Saved data entries
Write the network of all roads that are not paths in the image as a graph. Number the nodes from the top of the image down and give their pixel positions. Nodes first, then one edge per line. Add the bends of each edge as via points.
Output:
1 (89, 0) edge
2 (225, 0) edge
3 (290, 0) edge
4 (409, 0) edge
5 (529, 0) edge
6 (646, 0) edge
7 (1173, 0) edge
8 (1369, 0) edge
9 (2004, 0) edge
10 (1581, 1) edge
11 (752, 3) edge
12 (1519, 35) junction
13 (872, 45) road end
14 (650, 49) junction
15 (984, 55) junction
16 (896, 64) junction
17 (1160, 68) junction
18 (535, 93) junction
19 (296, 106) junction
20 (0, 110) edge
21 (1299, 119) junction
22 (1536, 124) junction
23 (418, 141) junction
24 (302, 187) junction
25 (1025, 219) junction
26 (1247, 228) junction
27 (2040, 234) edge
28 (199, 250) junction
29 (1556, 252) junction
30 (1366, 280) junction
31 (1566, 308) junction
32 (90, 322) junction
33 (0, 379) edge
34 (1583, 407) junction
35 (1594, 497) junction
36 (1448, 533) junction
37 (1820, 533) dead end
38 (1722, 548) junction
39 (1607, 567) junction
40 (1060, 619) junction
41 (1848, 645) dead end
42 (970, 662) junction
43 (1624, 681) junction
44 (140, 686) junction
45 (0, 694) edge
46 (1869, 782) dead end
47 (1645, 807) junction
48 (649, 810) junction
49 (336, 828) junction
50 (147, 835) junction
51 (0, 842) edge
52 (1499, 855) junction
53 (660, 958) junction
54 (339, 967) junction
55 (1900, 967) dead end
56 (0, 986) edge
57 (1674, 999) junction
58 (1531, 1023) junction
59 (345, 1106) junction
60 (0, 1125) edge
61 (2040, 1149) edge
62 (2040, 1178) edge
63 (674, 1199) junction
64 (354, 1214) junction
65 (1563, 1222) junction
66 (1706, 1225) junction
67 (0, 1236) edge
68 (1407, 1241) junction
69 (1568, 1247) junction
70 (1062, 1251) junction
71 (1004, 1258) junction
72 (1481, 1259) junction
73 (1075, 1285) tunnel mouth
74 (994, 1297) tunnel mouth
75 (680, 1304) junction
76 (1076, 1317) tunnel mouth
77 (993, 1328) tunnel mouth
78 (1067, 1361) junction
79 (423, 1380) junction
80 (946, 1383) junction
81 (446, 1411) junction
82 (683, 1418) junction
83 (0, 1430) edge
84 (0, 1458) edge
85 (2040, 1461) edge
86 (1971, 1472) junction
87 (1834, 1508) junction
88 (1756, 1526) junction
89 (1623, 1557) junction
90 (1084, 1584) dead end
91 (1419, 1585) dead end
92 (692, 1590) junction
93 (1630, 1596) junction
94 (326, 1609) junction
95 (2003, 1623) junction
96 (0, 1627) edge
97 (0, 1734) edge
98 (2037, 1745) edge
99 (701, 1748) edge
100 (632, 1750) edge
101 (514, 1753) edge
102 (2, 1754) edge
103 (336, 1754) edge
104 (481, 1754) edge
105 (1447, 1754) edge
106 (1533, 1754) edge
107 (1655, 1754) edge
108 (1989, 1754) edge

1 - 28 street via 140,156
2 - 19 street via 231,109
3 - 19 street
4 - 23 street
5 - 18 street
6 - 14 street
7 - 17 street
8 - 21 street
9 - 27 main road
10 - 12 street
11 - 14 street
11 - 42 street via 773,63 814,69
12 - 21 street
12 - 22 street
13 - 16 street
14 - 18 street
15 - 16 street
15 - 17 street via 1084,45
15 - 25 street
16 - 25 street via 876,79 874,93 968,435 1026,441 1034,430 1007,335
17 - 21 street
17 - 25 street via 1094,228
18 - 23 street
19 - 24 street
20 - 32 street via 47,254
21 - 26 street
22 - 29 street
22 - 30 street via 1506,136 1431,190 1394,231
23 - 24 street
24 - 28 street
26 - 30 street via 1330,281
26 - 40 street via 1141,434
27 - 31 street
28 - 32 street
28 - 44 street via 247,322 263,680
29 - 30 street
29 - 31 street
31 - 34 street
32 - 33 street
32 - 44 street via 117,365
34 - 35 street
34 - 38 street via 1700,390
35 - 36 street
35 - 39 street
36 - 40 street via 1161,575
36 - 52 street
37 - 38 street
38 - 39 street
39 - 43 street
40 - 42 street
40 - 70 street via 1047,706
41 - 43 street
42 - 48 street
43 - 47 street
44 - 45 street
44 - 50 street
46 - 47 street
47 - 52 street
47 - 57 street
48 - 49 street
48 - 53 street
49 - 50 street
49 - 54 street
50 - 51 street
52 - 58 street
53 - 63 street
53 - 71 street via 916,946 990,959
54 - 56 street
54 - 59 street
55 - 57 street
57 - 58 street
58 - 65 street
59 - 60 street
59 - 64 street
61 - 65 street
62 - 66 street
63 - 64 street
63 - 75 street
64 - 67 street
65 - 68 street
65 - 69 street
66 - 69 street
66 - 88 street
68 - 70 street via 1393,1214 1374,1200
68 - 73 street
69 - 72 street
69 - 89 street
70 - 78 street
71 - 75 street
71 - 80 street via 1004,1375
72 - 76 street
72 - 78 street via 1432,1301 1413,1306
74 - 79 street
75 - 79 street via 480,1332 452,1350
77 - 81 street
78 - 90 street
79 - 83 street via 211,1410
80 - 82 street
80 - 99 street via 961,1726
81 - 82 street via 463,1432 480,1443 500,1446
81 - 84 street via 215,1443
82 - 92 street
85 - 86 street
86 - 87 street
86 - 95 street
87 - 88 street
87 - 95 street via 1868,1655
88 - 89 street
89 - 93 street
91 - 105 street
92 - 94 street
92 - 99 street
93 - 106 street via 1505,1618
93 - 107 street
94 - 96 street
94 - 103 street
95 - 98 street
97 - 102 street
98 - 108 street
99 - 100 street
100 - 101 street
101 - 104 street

Exercise objective
State how many lines above include the word "mouth", and nothing more.

Answer box
4